I couldn't find the answer on Apple's documentation, and there doesn't seem to be much information on this on the internet at this time (in fact, googling WCErrorCodePayloadTooLarge
gives me just 4 results).
Has anyone tested to try to find the answer to this? If this question doesn't get an answer, I will try to do it myself and post the results.
So far, all the information I have is that it may be able to support files that are bigger than 30 MBs. I think this because I take a lot of raw photos on my iPhone, and they usually are ~36MB in size, and they always show up in my watch's Photos app.
For reference, WCSession's documentation has the following description of WCErrorCodePayloadTooLarge
:
An error indicating that the item being sent exceeds the maximum size limit. This type of error can occur for both data dictionaries and files.
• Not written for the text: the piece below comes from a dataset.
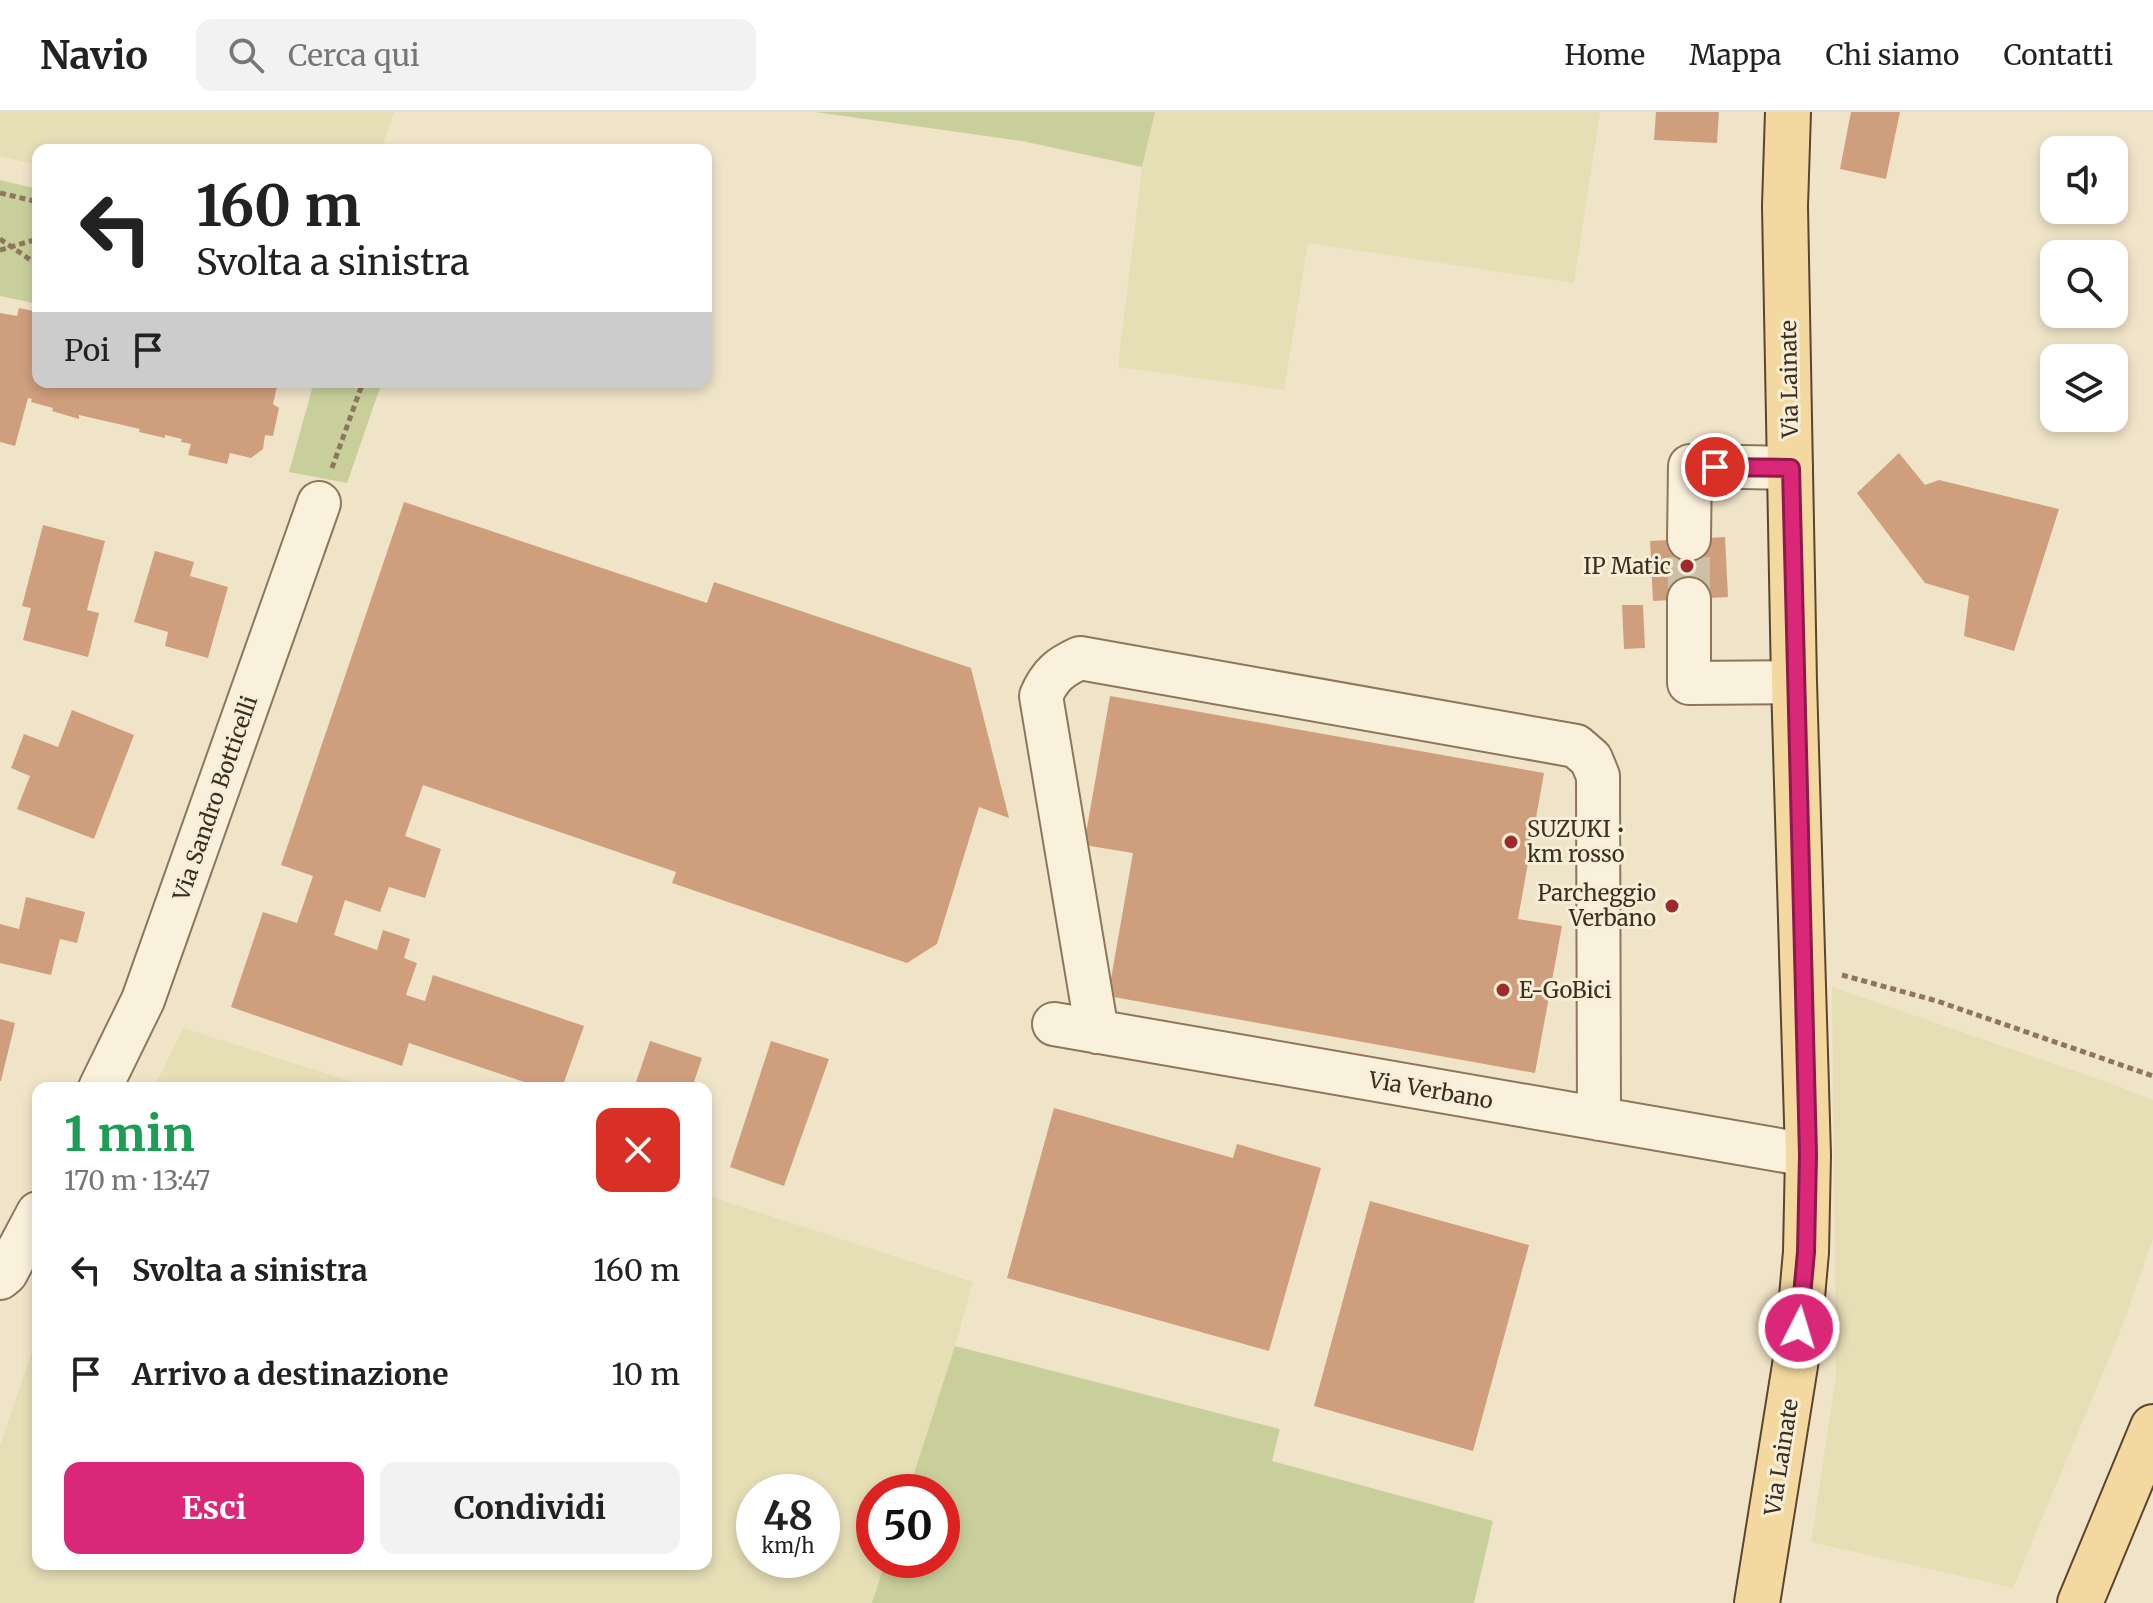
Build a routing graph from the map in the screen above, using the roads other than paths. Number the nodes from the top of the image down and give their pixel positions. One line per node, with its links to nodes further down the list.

Available in watchOS 2.0 and later.
According to the private symbols WCPayloadSizeLimitApplicationContext
, WCPayloadSizeLimitMessage
, WCPayloadSizeLimitUserInfo
, the limits (as of iOS 9.0.2) are:
- 65,536 bytes (65.5 KB) for a message
- 65,536 bytes (65.5 KB) for a user info
- 262,144 bytes (262.1 KB) for an application context
I don't know why Apple wouldn't document this, other than the fact that it can be difficult when sending dictionaries through WatchConnectivity to determine exactly how large they are. Certainly the acceptable sizes may change over time.
I couldn't find (and haven't personally observed) any maximum size limit when sending files, though I've noticed that it seems to get unreliable when you send large files (hundreds of MBs).